There is one fly in the ointment tho' - I have two UPS that I wish to monitor but the way init.d/upslog is set up it'll only let me monitor one.

I'm not sure what the best solution is here; The more elegant way might be rejigging the init.d to launch multiple processes based on entries in the conf.d/upslog.

The quick and dirty way tho' is to copy it to upslog2 and tweak that to use a different PID and conf file  :Smile: 

For now I'm playing with the format string as despite both UPS being made by APC they seem to spit out very different sets of data!

----------

## Anon-E-moose

You can start the upslog program yourself, you don't need to use /etc/init.d/upslog.
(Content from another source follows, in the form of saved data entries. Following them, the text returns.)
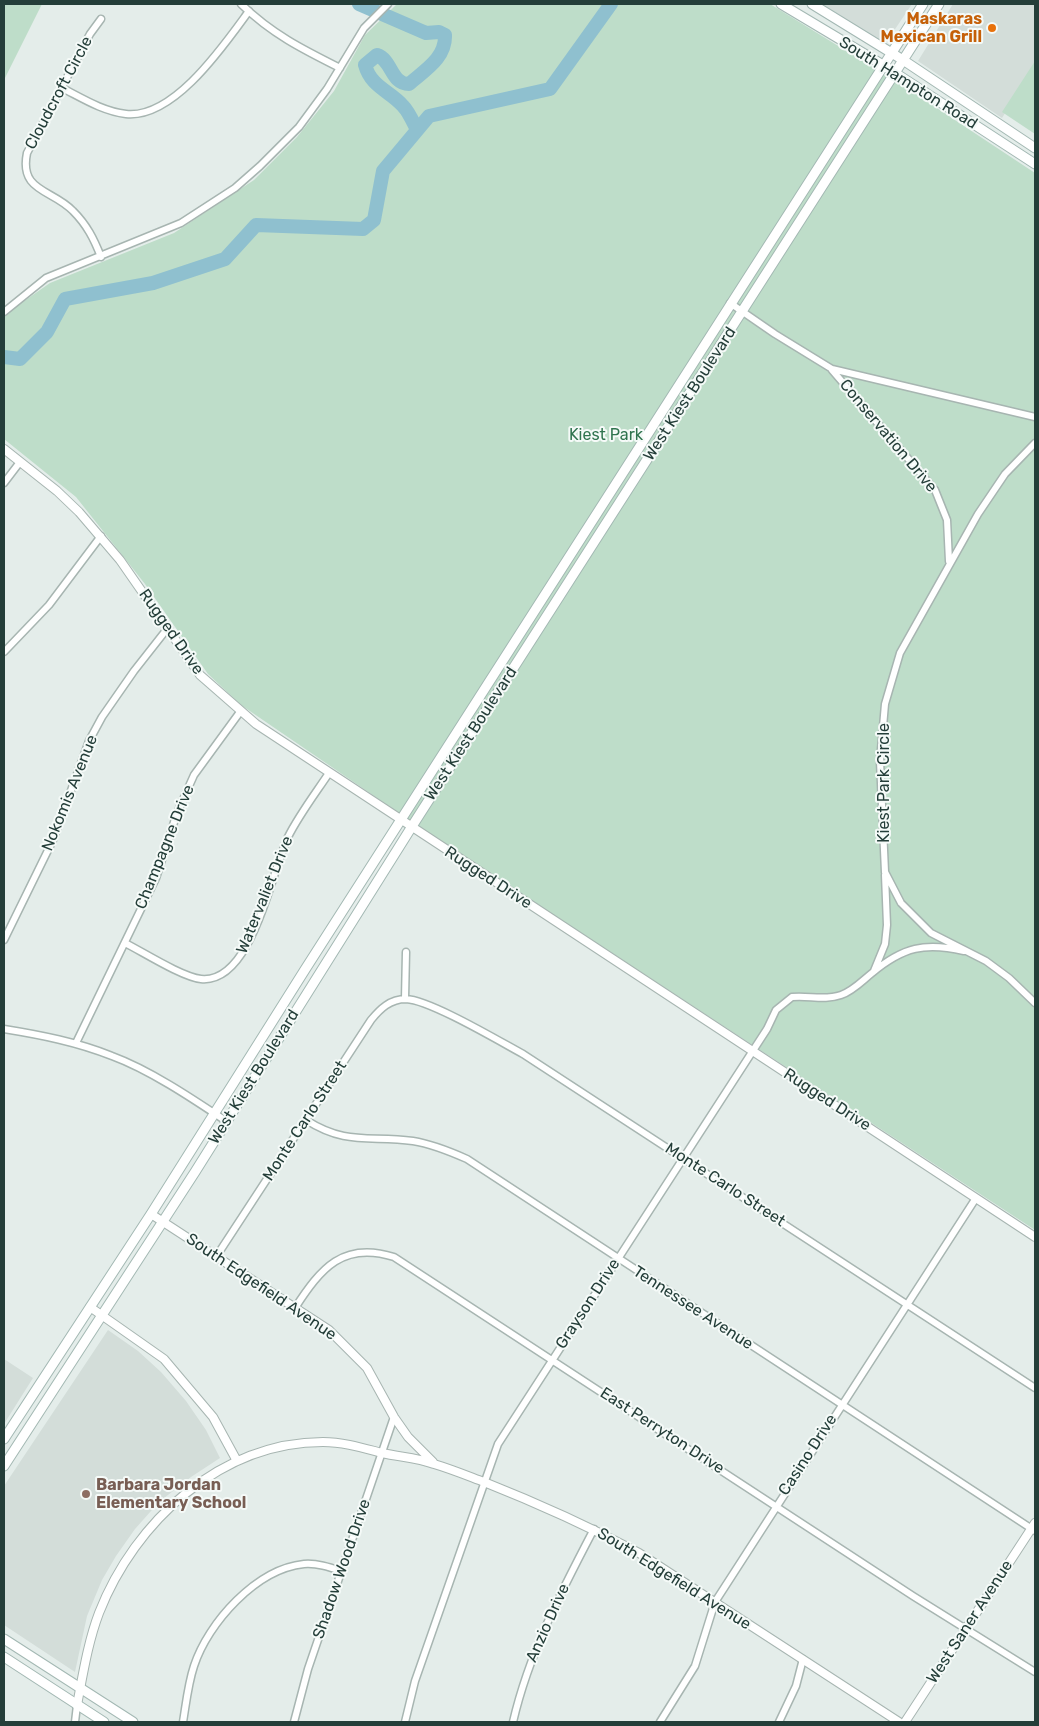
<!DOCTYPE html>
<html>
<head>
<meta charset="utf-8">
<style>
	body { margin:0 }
	#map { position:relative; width:1039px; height:1726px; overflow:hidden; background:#e4edea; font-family:Rubik,sans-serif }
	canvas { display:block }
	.frame { position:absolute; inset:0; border:5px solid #243e39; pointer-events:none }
</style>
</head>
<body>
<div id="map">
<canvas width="1039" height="1726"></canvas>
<div class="frame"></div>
</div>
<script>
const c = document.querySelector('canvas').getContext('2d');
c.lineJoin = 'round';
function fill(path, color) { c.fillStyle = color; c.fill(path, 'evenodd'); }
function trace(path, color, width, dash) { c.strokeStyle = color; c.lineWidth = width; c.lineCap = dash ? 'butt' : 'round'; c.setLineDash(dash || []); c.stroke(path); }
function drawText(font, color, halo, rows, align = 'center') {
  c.font = font + ' Rubik,sans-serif'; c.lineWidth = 4; c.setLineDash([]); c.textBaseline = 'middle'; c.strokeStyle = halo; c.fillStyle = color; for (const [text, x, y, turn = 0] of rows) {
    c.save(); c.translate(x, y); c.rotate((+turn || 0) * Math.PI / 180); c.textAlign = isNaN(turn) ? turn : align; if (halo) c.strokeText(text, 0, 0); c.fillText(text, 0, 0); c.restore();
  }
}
fill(new Path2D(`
	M822 4H912L885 44Z
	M953 4H1035V66L1002 118 918 61Z
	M108 1330 138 1351 161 1372 186 1401 206 1430 220 1458 191 1477 159 1502 135 1529 116 1556 102 1580 87 1616 75 1672 4 1625V1486Z
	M4 1359 33 1378 4 1424Z`), '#d3ddd9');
fill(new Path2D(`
	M4 4H42L4 80Z
	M397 4H770L905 87 1035 173V1230L418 826 241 705 208 674 145 584 76 497 4 439V315L50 283 174 233 254 180 297 137 334 91 365 35Z
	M1035 61V134L1002 112Z`), '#beddc9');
trace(new Path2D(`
	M359 4 426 33 439 32 445 35C446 58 425 70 409 84 391 84 392 60 377 55L365 65C371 87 390 91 403 106 409 112 413 122 417 130
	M4 357 20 359 47 332 65 299 153 283 225 259 256 225 363 229 374 220 383 171 429 116 550 89 611 4`), '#8fc0cf', 14);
const minor = new Path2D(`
	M241 4C272 34 302 49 340 68
	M101 19 90 34 27 153C19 192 52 189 73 211 87 225 94 239 101 257
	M62 88C82 98 102 111 126 114 174 119 224 45 249 11
	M730 303 775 334 832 369 1035 417
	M4 312 46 278 181 223 235 188 260 166 299 127 327 89 364 28 388 4
	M832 370 935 490 947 520 949 561
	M1035 443 1005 474 978 514 900 653 885 704 880 761 885 872 901 903 931 933 986 961 1009 978 1035 1003
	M4 483 20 462
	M4 652 49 605 101 536
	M4 940 53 840 89 741 102 717 134 671 167 629
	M125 943C143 952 182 977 201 979 252 984 271 873 288 837 299 815 315 794 329 773
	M874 971 885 944 887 925 885 875
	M405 999 406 952
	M4 1029C41 1035 77 1042 112 1056 150 1070 193 1099 226 1121
	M76 1043 156 878 177 813 194 775 240 712
	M306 1120C347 1146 370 1135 413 1141 432 1144 449 1151 467 1159L1035 1531
	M216 1257 371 1020C380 1009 390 999 406 999 430 1000 499 1041 523 1054L1035 1388
	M295 1308C321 1268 343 1241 394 1257L913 1596 1035 1672
	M75 1722 77 1705
	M183 1722C186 1704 188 1684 194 1666 208 1623 256 1569 304 1564 317 1563 329 1567 341 1571
	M294 1722 308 1669 394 1417
	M405 1722 415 1681 498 1444 767 1029 776 1010 792 997C808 995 824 1001 841 995 853 991 862 981 872 973 903 947 925 942 964 951
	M513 1722C529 1653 561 1592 594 1529
	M660 1722 695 1666 715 1602 976 1198
	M779 1722 796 1686 803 1659`);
const tertiary = new Path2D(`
	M4 449 57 491 79 512 120 560 200 675 256 724 1035 1237
	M151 1214 329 1330 367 1368 394 1417 408 1437 433 1462
	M90 1307 164 1359 213 1417 237 1461
	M77 1705C83 1674 88 1642 99 1613 135 1521 221 1442 323 1442 344 1442 363 1448 382 1453 400 1457 418 1458 434 1464 451 1469 468 1476 484 1482 537 1503 588 1526 639 1553L899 1722
	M905 1722 1035 1523`);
const secondary = new Path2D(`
	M781 4 883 65 1035 164
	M812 4 903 60 1035 148
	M4 1439 151 1214 306 968 923 4
	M4 1466 195 1172 416 820 939 4
	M4 1639 133 1722
	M4 1657 104 1722`);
trace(minor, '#a7b5b1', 9);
trace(tertiary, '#a7b5b1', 10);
trace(secondary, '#a3b8b3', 11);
trace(minor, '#fff', 6);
trace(tertiary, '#fff', 8);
trace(secondary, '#fff', 9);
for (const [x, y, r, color] of [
	[992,28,5,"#e8710a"],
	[86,1494,5,"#8d6e63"]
]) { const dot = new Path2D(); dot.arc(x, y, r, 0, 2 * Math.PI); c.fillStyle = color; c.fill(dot); trace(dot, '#f5faf8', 2); }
drawText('bold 16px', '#c56008', '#f5faf8', [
	["Maskaras",982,19],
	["Mexican Grill",982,37]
], 'right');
drawText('16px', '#243e39', '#f5faf8', [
	["South Hampton Road",908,83,32],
	["Cloudcroft Circle",59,93,-62],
	["West Kiest Boulevard",690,394,-57],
	["Conservation Drive",888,436,50],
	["Rugged Drive",171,632,55],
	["West Kiest Boulevard",471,734,-57],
	["Kiest Park Circle",884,783,-90],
	["Nokomis Avenue",70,793,-68],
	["Champagne Drive",165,847,-68],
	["Rugged Drive",488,878,33],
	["Watervaliet Drive",265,895,-68],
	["West Kiest Boulevard",254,1077,-58],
	["Rugged Drive",827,1100,33],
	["Monte Carlo Street",305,1121,-57],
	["Monte Carlo Street",725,1185,33],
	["South Edgefield Avenue",261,1287,34],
	["Grayson Drive",588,1304,-57],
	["Tennessee Avenue",693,1308,33],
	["East Perryton Drive",662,1431,33],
	["Casino Drive",808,1455,-57],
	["Shadow Wood Drive",342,1569,-71],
	["South Edgefield Avenue",674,1579,32],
	["West Saner Avenue",970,1622,-57],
	["Anzio Drive",548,1623,-66]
]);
drawText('16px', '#30744f', '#f5faf8', [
	["Kiest Park",606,435]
]);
drawText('bold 16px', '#785e54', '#f5faf8', [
	["Barbara Jordan",96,1485],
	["Elementary School",96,1503]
], 'left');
</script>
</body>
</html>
That way you can monitor different ups

----------

## boozo

What ? a fly problem too ?   :Laughing: 

For sure, an oneliner or a simple loop in script can do the job (i.e. create slaved users and parse a config file with all the $MONITOR ...)

I don't have a better way at the moment but anyway have a look here (see from 6.4 paragraph to 6.5 -> Typical setups for big servers with UPS redundancy) for working with more than 1 ups.

I'll have do some search about "upslog-ing" this use case. I'll post here if I find something interesting   :Wink: 

----------

## Cyker

@Boozo - Yeah, the upsmon is quite flexible for multiple and layered UPS setups; By comparison upslog fees like it was added as an afterthought as the documentation for it is very thin on the ground.

@Moosey - That's what I'm doing at the moment!!  :Laughing: 

----------